■ **Task description**:
Every record that follows must be returned word for word.

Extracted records

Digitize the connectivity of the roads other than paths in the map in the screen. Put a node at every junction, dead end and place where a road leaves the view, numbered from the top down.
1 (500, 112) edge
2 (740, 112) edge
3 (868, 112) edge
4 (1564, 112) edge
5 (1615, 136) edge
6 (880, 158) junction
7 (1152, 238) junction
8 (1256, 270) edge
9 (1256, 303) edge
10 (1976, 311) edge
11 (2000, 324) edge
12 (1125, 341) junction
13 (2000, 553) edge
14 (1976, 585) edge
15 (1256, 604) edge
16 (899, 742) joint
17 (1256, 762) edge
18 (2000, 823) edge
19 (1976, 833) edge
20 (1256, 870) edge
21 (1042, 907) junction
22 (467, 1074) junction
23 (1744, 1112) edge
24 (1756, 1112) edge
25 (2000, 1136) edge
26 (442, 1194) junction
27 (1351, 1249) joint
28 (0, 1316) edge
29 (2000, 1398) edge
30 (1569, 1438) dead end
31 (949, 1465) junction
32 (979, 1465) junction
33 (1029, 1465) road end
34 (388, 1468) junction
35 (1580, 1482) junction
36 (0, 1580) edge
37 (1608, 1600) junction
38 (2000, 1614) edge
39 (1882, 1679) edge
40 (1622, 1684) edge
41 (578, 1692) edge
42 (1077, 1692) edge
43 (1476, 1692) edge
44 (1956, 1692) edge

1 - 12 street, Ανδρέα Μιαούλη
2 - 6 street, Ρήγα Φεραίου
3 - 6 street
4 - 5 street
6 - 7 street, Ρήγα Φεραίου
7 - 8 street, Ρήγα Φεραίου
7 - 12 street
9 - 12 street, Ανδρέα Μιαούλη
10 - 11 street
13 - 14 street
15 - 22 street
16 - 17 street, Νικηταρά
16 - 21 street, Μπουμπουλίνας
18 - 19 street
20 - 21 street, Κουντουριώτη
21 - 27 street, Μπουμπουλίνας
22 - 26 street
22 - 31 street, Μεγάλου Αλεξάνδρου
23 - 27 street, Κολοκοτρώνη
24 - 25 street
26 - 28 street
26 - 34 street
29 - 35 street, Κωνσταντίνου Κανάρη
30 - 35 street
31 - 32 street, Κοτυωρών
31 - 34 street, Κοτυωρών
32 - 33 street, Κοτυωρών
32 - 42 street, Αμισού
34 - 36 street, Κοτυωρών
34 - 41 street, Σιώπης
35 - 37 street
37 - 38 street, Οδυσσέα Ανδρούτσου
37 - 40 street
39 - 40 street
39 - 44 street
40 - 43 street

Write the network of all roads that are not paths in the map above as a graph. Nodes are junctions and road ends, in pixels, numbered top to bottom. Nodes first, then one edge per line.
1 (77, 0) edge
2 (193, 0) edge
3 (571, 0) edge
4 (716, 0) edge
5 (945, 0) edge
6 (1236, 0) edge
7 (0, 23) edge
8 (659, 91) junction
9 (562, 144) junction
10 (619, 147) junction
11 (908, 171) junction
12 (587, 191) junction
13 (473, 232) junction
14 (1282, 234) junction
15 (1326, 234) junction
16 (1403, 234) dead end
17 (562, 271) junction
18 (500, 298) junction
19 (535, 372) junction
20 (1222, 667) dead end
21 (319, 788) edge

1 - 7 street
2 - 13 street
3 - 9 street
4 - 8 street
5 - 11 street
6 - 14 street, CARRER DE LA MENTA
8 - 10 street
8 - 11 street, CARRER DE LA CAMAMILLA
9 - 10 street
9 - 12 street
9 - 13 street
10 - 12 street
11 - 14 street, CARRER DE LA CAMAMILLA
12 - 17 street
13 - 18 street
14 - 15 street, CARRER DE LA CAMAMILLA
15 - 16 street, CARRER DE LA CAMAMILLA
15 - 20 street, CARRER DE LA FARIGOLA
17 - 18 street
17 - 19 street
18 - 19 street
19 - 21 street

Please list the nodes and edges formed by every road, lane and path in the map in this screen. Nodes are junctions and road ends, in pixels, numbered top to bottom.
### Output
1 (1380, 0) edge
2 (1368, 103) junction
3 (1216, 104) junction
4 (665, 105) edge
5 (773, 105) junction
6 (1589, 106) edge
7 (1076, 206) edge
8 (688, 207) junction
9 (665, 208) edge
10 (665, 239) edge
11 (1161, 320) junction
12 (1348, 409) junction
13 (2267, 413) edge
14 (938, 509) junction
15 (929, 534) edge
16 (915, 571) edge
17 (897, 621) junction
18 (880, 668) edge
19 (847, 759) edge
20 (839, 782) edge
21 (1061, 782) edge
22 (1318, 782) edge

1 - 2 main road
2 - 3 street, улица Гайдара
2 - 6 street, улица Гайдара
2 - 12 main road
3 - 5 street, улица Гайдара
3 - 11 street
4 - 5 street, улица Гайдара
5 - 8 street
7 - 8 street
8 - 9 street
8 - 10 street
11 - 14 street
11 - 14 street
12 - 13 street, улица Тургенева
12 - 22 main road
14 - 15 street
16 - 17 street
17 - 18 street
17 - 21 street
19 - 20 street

■ **Answer box**:
Digitize the connectivity of the roads other than paths in the map in the screen. Put a node at every junction, dead end and place where a road leaves the view, numbered from the top down.
1 (500, 112) edge
2 (740, 112) edge
3 (868, 112) edge
4 (1564, 112) edge
5 (1615, 136) edge
6 (880, 158) junction
7 (1152, 238) junction
8 (1256, 270) edge
9 (1256, 303) edge
10 (1976, 311) edge
11 (2000, 324) edge
12 (1125, 341) junction
13 (2000, 553) edge
14 (1976, 585) edge
15 (1256, 604) edge
16 (899, 742) joint
17 (1256, 762) edge
18 (2000, 823) edge
19 (1976, 833) edge
20 (1256, 870) edge
21 (1042, 907) junction
22 (467, 1074) junction
23 (1744, 1112) edge
24 (1756, 1112) edge
25 (2000, 1136) edge
26 (442, 1194) junction
27 (1351, 1249) joint
28 (0, 1316) edge
29 (2000, 1398) edge
30 (1569, 1438) dead end
31 (949, 1465) junction
32 (979, 1465) junction
33 (1029, 1465) road end
34 (388, 1468) junction
35 (1580, 1482) junction
36 (0, 1580) edge
37 (1608, 1600) junction
38 (2000, 1614) edge
39 (1882, 1679) edge
40 (1622, 1684) edge
41 (578, 1692) edge
42 (1077, 1692) edge
43 (1476, 1692) edge
44 (1956, 1692) edge

1 - 12 street, Ανδρέα Μιαούλη
2 - 6 street, Ρήγα Φεραίου
3 - 6 street
4 - 5 street
6 - 7 street, Ρήγα Φεραίου
7 - 8 street, Ρήγα Φεραίου
7 - 12 street
9 - 12 street, Ανδρέα Μιαούλη
10 - 11 street
13 - 14 street
15 - 22 street
16 - 17 street, Νικηταρά
16 - 21 street, Μπουμπουλίνας
18 - 19 street
20 - 21 street, Κουντουριώτη
21 - 27 street, Μπουμπουλίνας
22 - 26 street
22 - 31 street, Μεγάλου Αλεξάνδρου
23 - 27 street, Κολοκοτρώνη
24 - 25 street
26 - 28 street
26 - 34 street
29 - 35 street, Κωνσταντίνου Κανάρη
30 - 35 street
31 - 32 street, Κοτυωρών
31 - 34 street, Κοτυωρών
32 - 33 street, Κοτυωρών
32 - 42 street, Αμισού
34 - 36 street, Κοτυωρών
34 - 41 street, Σιώπης
35 - 37 street
37 - 38 street, Οδυσσέα Ανδρούτσου
37 - 40 street
39 - 40 street
39 - 44 street
40 - 43 street

Write the network of all roads that are not paths in the map above as a graph. Nodes are junctions and road ends, in pixels, numbered top to bottom. Nodes first, then one edge per line.
1 (77, 0) edge
2 (193, 0) edge
3 (571, 0) edge
4 (716, 0) edge
5 (945, 0) edge
6 (1236, 0) edge
7 (0, 23) edge
8 (659, 91) junction
9 (562, 144) junction
10 (619, 147) junction
11 (908, 171) junction
12 (587, 191) junction
13 (473, 232) junction
14 (1282, 234) junction
15 (1326, 234) junction
16 (1403, 234) dead end
17 (562, 271) junction
18 (500, 298) junction
19 (535, 372) junction
20 (1222, 667) dead end
21 (319, 788) edge

1 - 7 street
2 - 13 street
3 - 9 street
4 - 8 street
5 - 11 street
6 - 14 street, CARRER DE LA MENTA
8 - 10 street
8 - 11 street, CARRER DE LA CAMAMILLA
9 - 10 street
9 - 12 street
9 - 13 street
10 - 12 street
11 - 14 street, CARRER DE LA CAMAMILLA
12 - 17 street
13 - 18 street
14 - 15 street, CARRER DE LA CAMAMILLA
15 - 16 street, CARRER DE LA CAMAMILLA
15 - 20 street, CARRER DE LA FARIGOLA
17 - 18 street
17 - 19 street
18 - 19 street
19 - 21 street

Please list the nodes and edges formed by every road, lane and path in the map in this screen. Nodes are junctions and road ends, in pixels, numbered top to bottom.
### Output
1 (1380, 0) edge
2 (1368, 103) junction
3 (1216, 104) junction
4 (665, 105) edge
5 (773, 105) junction
6 (1589, 106) edge
7 (1076, 206) edge
8 (688, 207) junction
9 (665, 208) edge
10 (665, 239) edge
11 (1161, 320) junction
12 (1348, 409) junction
13 (2267, 413) edge
14 (938, 509) junction
15 (929, 534) edge
16 (915, 571) edge
17 (897, 621) junction
18 (880, 668) edge
19 (847, 759) edge
20 (839, 782) edge
21 (1061, 782) edge
22 (1318, 782) edge

1 - 2 main road
2 - 3 street, улица Гайдара
2 - 6 street, улица Гайдара
2 - 12 main road
3 - 5 street, улица Гайдара
3 - 11 street
4 - 5 street, улица Гайдара
5 - 8 street
7 - 8 street
8 - 9 street
8 - 10 street
11 - 14 street
11 - 14 street
12 - 13 street, улица Тургенева
12 - 22 main road
14 - 15 street
16 - 17 street
17 - 18 street
17 - 21 street
19 - 20 street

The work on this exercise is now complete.